The change in broadband playbook means the bright spot that was once rising ARPU doesn’t exist in the near term for Comcast.
“As we’ve said from the beginning, this pivot carries several costs, including rate reinvestment through pricing simplicity, which carries revenue dilution as well as investment in customer experience, which carries additional operating costs,” Armstrong said on Thursday’s call.
This marked the first quarter in which those costs hit Comcast’s results, Armstrong said. It translated to a 3.5% decline in earnings before interest, taxes, depreciation and amortization across the company’s connectivity and platforms business – made up broadband, mobile, pay TV and other services.
Revenue for the company’s overall connectivity and platforms business came in at $20.18 billion, down nearly 1% from the same period last year.
“On the other side of this, we’re positioning ourselves for growth with a more durable broadband customer base,” Armstrong said.
The refocusing of the broadband strategy also aligned with a leadership change for the unit.
On Thursday, Comcast announced Steve Croney would take over as CEO of the connectivity and platforms division, succeeding longtime leader Dave Watson. Croney has been serving as the chief operating officer of the group amid its new strategic push.
While Comcast has moved toward mobile, that customer base has grown. Comcast said Thursday it added a record number of mobile customers – 414,000 during the third quarter, bringing its total to 8.9 million lines.
Meanwhile, the exodus from the pay TV bundle continued, with Comcast reporting the segment lost 257,000 customers during the period. As of Sept. 30, Comcast had 11.5 million domestic pay TV customers.
Shares of the company closed down 4% on Thursday. In the last year, Comcast shares have fallen about 35%.
Beyond broadband
Comcast’s overall business, which consists of the Xfinity-branded broadband, cable TV and mobile group as well as NBCUniversal, outperformed Wall Street’s estimates.

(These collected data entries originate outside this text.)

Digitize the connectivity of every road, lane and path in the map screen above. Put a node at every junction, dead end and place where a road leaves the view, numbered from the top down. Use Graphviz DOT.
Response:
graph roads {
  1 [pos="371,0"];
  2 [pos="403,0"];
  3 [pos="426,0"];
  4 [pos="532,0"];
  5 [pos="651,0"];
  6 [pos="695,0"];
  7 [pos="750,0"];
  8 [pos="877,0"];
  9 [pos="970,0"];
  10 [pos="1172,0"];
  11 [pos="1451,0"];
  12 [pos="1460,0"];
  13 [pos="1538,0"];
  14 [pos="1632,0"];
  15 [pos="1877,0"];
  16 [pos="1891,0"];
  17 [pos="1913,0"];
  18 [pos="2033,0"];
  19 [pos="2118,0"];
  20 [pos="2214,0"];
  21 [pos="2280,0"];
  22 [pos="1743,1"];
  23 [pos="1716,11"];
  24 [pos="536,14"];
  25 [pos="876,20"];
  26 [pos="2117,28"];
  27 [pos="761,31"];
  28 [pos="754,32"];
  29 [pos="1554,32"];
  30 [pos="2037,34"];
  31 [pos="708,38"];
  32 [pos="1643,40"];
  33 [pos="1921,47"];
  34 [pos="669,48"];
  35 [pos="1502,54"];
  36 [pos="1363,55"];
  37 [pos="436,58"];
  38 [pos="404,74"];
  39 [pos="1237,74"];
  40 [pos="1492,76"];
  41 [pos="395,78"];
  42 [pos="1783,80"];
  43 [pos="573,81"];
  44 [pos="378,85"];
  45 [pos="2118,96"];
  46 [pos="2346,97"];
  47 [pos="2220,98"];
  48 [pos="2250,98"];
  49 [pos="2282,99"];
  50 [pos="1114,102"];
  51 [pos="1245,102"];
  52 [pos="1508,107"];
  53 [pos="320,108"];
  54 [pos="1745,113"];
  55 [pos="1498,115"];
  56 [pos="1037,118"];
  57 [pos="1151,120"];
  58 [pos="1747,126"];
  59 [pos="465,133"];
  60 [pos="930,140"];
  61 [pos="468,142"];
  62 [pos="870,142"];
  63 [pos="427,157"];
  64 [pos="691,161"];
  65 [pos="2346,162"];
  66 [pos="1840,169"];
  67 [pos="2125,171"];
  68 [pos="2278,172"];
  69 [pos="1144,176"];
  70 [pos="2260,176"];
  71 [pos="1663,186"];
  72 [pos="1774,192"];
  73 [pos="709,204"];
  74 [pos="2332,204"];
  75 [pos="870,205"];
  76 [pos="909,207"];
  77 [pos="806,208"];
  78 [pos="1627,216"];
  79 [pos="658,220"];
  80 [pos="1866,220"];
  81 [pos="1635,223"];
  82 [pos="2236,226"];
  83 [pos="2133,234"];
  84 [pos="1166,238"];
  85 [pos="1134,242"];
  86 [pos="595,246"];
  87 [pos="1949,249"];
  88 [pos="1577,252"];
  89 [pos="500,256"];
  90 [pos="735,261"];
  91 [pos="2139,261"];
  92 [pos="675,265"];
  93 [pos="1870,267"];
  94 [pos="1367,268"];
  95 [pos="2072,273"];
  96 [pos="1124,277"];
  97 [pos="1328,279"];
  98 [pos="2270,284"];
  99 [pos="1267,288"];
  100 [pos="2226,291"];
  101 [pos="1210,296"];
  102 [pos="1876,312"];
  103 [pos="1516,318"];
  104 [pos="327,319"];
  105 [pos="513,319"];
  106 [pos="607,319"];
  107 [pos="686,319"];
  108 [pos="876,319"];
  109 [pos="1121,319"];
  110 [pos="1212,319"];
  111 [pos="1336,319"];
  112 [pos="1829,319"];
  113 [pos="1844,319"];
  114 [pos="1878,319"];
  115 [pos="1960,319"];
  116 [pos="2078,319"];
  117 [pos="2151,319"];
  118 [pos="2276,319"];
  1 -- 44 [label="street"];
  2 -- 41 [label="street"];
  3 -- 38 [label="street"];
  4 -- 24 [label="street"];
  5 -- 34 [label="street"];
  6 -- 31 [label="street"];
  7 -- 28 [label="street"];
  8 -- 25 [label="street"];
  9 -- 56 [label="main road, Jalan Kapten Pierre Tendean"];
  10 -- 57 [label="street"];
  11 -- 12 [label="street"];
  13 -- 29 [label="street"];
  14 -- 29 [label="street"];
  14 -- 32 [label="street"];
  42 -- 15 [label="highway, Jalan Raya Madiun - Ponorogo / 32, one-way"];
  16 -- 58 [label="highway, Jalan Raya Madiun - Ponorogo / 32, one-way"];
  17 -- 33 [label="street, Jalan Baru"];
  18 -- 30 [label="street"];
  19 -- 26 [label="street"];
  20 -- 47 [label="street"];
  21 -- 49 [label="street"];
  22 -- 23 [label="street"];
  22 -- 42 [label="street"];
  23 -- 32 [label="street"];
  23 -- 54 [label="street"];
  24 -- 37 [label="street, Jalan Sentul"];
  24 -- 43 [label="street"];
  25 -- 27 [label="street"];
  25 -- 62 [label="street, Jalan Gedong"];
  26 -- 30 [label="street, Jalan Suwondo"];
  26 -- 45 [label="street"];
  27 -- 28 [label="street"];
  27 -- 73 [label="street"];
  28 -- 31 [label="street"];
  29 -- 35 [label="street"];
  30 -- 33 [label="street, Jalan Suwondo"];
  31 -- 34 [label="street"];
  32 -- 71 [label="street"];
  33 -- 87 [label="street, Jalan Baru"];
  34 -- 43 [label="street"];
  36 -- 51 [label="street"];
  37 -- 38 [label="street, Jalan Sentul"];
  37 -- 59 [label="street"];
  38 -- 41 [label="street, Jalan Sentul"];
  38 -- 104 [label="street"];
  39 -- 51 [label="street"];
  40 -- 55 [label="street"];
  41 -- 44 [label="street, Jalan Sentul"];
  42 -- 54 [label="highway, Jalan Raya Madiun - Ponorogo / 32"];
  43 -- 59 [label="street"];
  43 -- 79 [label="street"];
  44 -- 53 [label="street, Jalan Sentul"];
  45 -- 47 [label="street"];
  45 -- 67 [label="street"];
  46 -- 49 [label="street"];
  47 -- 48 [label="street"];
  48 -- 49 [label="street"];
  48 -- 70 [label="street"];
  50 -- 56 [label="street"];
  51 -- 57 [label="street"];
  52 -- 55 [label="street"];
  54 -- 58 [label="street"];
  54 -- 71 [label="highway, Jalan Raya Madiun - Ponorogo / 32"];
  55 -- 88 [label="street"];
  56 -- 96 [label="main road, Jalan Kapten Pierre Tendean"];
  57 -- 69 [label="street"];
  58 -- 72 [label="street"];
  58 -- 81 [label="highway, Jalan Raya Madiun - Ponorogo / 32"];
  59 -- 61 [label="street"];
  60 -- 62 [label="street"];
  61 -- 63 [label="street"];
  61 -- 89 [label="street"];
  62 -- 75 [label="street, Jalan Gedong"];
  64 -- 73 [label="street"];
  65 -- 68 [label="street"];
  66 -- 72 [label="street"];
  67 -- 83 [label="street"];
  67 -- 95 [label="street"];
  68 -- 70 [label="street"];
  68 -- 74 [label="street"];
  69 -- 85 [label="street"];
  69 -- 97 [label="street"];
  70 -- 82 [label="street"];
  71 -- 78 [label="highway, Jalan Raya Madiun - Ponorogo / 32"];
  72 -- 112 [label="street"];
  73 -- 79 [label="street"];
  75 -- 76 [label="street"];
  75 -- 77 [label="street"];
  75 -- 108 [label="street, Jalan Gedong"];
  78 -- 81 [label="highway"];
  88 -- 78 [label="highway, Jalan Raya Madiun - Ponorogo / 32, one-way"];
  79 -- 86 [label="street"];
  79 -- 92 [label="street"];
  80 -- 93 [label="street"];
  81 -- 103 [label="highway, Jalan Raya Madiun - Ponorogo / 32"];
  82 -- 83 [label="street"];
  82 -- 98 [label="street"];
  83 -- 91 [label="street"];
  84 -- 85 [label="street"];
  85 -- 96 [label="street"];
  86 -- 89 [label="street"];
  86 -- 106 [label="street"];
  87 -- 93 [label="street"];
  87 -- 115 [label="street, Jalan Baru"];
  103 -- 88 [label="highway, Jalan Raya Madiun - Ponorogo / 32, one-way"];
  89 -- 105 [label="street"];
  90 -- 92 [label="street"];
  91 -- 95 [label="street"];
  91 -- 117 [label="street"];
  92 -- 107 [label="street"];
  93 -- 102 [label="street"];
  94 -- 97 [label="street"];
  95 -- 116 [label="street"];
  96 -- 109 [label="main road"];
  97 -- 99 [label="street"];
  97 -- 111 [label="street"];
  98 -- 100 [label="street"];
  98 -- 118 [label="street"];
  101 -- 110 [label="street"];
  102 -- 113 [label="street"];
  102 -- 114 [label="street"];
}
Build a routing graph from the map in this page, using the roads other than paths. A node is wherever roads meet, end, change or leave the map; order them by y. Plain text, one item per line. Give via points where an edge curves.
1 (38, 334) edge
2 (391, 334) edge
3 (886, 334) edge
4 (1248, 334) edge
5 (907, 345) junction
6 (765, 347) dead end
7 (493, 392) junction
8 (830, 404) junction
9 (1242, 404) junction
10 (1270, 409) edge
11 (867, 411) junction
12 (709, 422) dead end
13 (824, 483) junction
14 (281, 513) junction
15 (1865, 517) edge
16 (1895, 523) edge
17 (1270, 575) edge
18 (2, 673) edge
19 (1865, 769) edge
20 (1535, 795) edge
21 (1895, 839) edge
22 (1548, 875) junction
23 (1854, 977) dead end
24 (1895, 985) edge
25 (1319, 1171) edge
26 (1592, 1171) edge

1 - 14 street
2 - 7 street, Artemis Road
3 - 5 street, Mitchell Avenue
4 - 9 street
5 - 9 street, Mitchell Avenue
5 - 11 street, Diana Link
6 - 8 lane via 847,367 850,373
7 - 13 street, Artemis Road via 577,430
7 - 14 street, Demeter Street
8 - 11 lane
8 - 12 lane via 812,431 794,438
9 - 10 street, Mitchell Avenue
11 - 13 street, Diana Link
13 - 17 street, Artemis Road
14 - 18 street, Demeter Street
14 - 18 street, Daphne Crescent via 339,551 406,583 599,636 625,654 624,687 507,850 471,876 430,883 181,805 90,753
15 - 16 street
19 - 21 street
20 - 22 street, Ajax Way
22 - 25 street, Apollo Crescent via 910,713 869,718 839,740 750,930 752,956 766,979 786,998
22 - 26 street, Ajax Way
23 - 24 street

Here’s how Comcast performed for the period compared with average analyst estimates, according to LSEG:
- Earnings per share: $1.12 adjusted vs. $1.10 expected
- Revenue: $31.2 billion vs. $30.70 billion expected
For the quarter ended Sept. 30, net income attributable to Comcast decreased 8% to $3.33 billion, or 90 cents per share, compared with $3.63 billion, or 94 cents per share, a year earlier.
Adjusting for one-time items, such as interest expense and the value of certain assets, Comcast reported earnings per share of $1.12 for the quarter.
The company’s adjusted EBITDA was down roughly 1% to $9.7 billion.
Overall revenue fell nearly 3% to $31.2 billion, compared with $32.1 billion in the same period last year.
Revenue for the company’s media unit, which houses NBCUniversal, was $6.6 billion, down almost 20% during the period.
Excluding the impact of the Summer Olympics, which took place during the same period last year, revenue was up 4% year over year.
The media division reported EBITDA of $832 million, up 28% year over year, driven in part by streaming service Peacock.
Peacock, which had 41 million subscribers as of Sept. 30 — essentially flat for the last three quarters — reported losses of $217 million for the quarter, an improvement from $436 million in losses during the same period last year.
In October NBCUniversal’s media rights deal with the NBA kicked off, bringing professional basketball back to broadcast network NBC and introducing it to Peacock. The addition of the NBA is expected to give Peacock a boost.
Meanwhile, revenue for the film studio was up 6% to $3 billion – boosted by the release of “Jurassic World Rebirth” in July.
Theme park revenue increased nearly 19% to $2.72 billion, with EBITDA for that unit up 13% to $958 million due to the opening of Epic Universe in May.
Disclosure: Comcast is the parent company of NBCUniversal, which owns CNBC. Versant would become the new parent company of CNBC upon Comcast’s planned spinoff of Versant.